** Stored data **
○ ○ ○

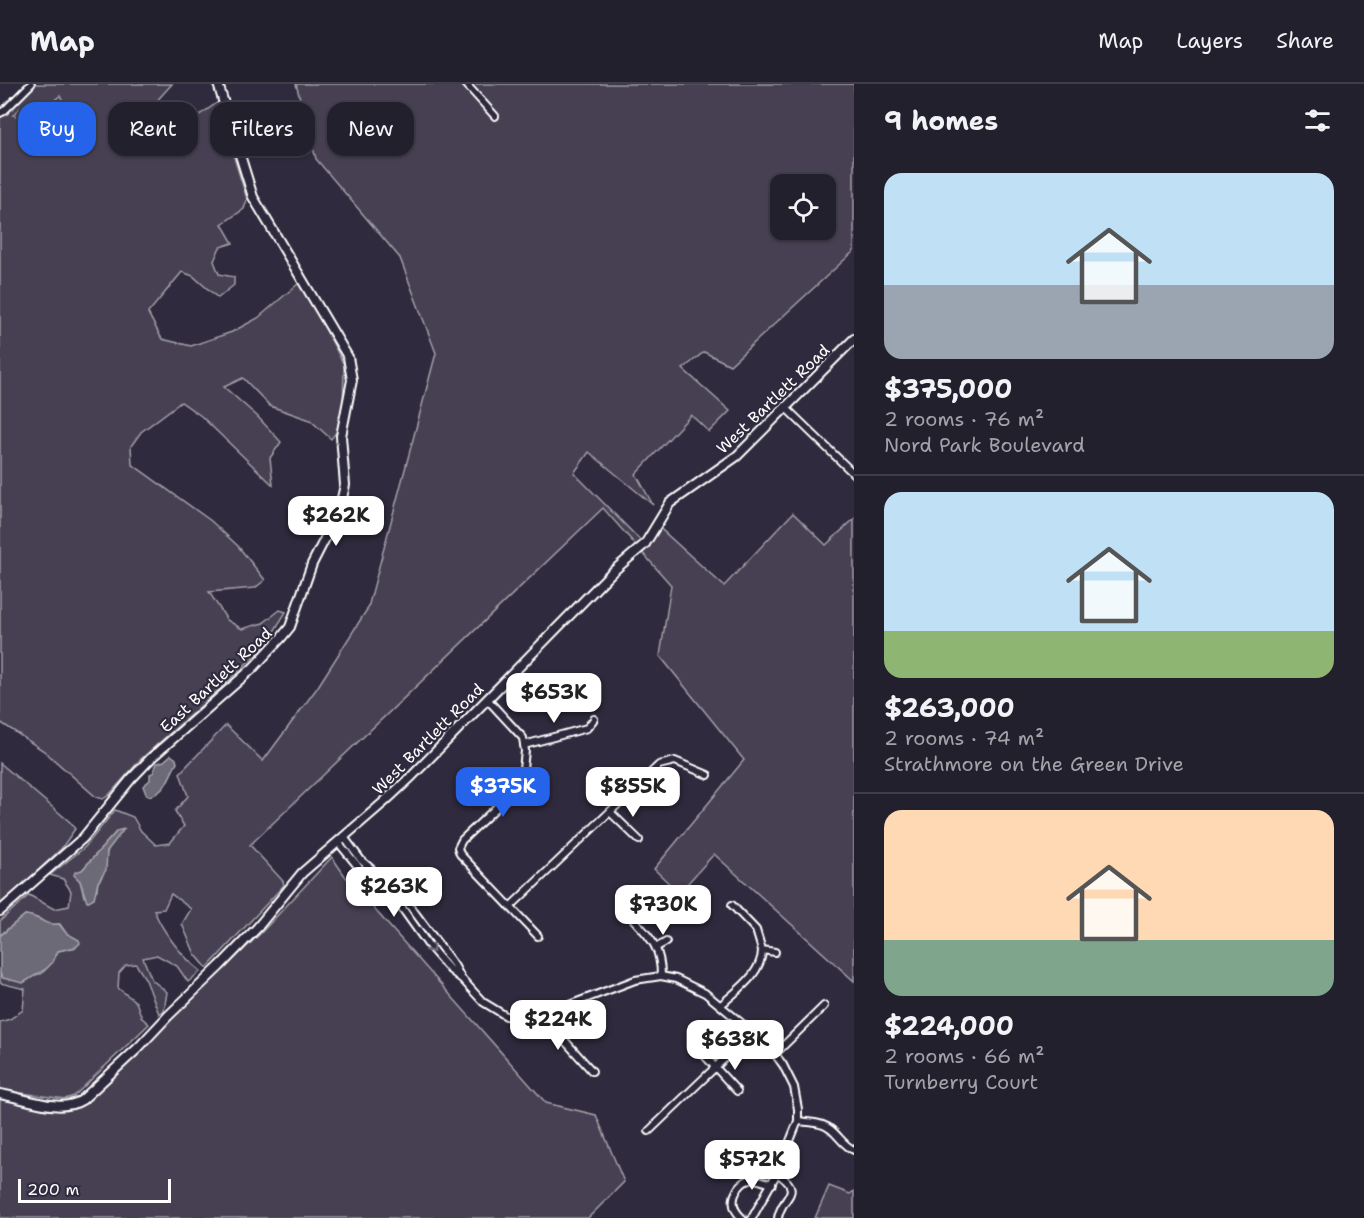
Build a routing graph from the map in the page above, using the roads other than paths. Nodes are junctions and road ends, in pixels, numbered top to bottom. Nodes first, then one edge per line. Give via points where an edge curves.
1 (31, 84) edge
2 (218, 84) edge
3 (466, 84) edge
4 (0, 113) edge
5 (495, 116) dead end
6 (854, 339) edge
7 (785, 407) junction
8 (854, 474) edge
9 (487, 699) junction
10 (594, 719) dead end
11 (524, 745) junction
12 (708, 776) dead end
13 (610, 812) junction
14 (341, 840) junction
15 (639, 840) dead end
16 (362, 860) junction
17 (355, 864) junction
18 (732, 905) dead end
19 (510, 907) junction
20 (0, 911) edge
21 (626, 911) dead end
22 (537, 936) dead end
23 (666, 942) dead end
24 (657, 947) junction
25 (762, 950) junction
26 (775, 952) dead end
27 (449, 958) junction
28 (443, 963) junction
29 (661, 976) junction
30 (462, 979) junction
31 (721, 1005) junction
32 (824, 1006) dead end
33 (548, 1013) junction
34 (752, 1033) junction
35 (695, 1045) dead end
36 (774, 1054) junction
37 (715, 1067) junction
38 (592, 1071) dead end
39 (737, 1091) dead end
40 (0, 1094) edge
41 (798, 1121) junction
42 (649, 1131) dead end
43 (854, 1150) edge
44 (777, 1173) junction
45 (772, 1184) junction
46 (742, 1218) edge
47 (752, 1218) edge
48 (778, 1218) edge

1 - 4 street
2 - 20 street, East Bartlett Road via 253,198 348,357 352,380 341,436 345,485 339,512 312,564 286,633 253,668 151,758 82,838
3 - 5 street
6 - 7 street, West Bartlett Road
7 - 8 street
7 - 9 street, West Bartlett Road via 737,456 670,503 645,544 611,573
9 - 11 street via 524,738
9 - 14 street, West Bartlett Road via 392,795
10 - 11 street via 587,728
11 - 19 street via 523,769 516,790 458,848
12 - 13 street via 675,761 664,763
13 - 15 street
13 - 19 street
14 - 16 street
14 - 17 street
14 - 40 street, West Bartlett Road via 302,873 225,962 82,1100 61,1106
16 - 17 street
16 - 27 street via 401,894
17 -> 28 street via 397,901
18 - 25 street via 756,930
19 - 22 street
21 - 24 street
23 - 24 street
24 - 29 street
25 - 26 street
25 - 31 street via 759,966
27 - 28 street
27 - 30 street
28 - 30 street
29 - 31 street via 689,984
29 - 33 street via 635,980
30 - 33 street via 483,1002 506,1016 521,1018
31 - 34 street
32 - 36 street
33 - 38 street via 558,1033
34 - 36 street
34 - 37 street
35 - 37 street
36 - 41 street via 794,1086
37 - 39 street
37 - 42 street
41 - 43 street via 823,1124
41 - 44 street
44 - 45 street
44 - 48 street via 791,1190
45 - 46 street via 755,1178 736,1190 734,1204
45 - 47 street

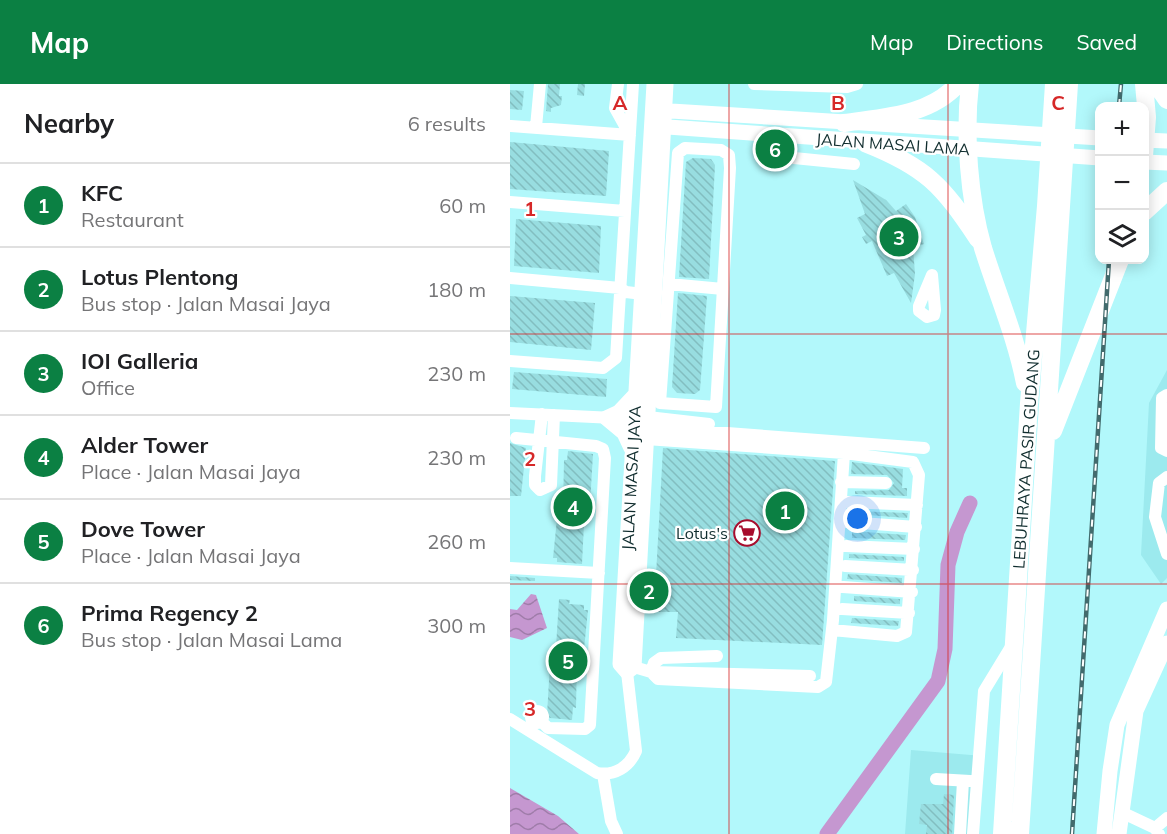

○ ○ ○

** Work to complete **
Please repeat every record above exactly, but leave out the pictures.

** Result for this exercise **
Build a routing graph from the map in the page above, using the roads other than paths. Nodes are junctions and road ends, in pixels, numbered top to bottom. Nodes first, then one edge per line. Give via points where an edge curves.
1 (31, 84) edge
2 (218, 84) edge
3 (466, 84) edge
4 (0, 113) edge
5 (495, 116) dead end
6 (854, 339) edge
7 (785, 407) junction
8 (854, 474) edge
9 (487, 699) junction
10 (594, 719) dead end
11 (524, 745) junction
12 (708, 776) dead end
13 (610, 812) junction
14 (341, 840) junction
15 (639, 840) dead end
16 (362, 860) junction
17 (355, 864) junction
18 (732, 905) dead end
19 (510, 907) junction
20 (0, 911) edge
21 (626, 911) dead end
22 (537, 936) dead end
23 (666, 942) dead end
24 (657, 947) junction
25 (762, 950) junction
26 (775, 952) dead end
27 (449, 958) junction
28 (443, 963) junction
29 (661, 976) junction
30 (462, 979) junction
31 (721, 1005) junction
32 (824, 1006) dead end
33 (548, 1013) junction
34 (752, 1033) junction
35 (695, 1045) dead end
36 (774, 1054) junction
37 (715, 1067) junction
38 (592, 1071) dead end
39 (737, 1091) dead end
40 (0, 1094) edge
41 (798, 1121) junction
42 (649, 1131) dead end
43 (854, 1150) edge
44 (777, 1173) junction
45 (772, 1184) junction
46 (742, 1218) edge
47 (752, 1218) edge
48 (778, 1218) edge

1 - 4 street
2 - 20 street, East Bartlett Road via 253,198 348,357 352,380 341,436 345,485 339,512 312,564 286,633 253,668 151,758 82,838
3 - 5 street
6 - 7 street, West Bartlett Road
7 - 8 street
7 - 9 street, West Bartlett Road via 737,456 670,503 645,544 611,573
9 - 11 street via 524,738
9 - 14 street, West Bartlett Road via 392,795
10 - 11 street via 587,728
11 - 19 street via 523,769 516,790 458,848
12 - 13 street via 675,761 664,763
13 - 15 street
13 - 19 street
14 - 16 street
14 - 17 street
14 - 40 street, West Bartlett Road via 302,873 225,962 82,1100 61,1106
16 - 17 street
16 - 27 street via 401,894
17 -> 28 street via 397,901
18 - 25 street via 756,930
19 - 22 street
21 - 24 street
23 - 24 street
24 - 29 street
25 - 26 street
25 - 31 street via 759,966
27 - 28 street
27 - 30 street
28 - 30 street
29 - 31 street via 689,984
29 - 33 street via 635,980
30 - 33 street via 483,1002 506,1016 521,1018
31 - 34 street
32 - 36 street
33 - 38 street via 558,1033
34 - 36 street
34 - 37 street
35 - 37 street
36 - 41 street via 794,1086
37 - 39 street
37 - 42 street
41 - 43 street via 823,1124
41 - 44 street
44 - 45 street
44 - 48 street via 791,1190
45 - 46 street via 755,1178 736,1190 734,1204
45 - 47 street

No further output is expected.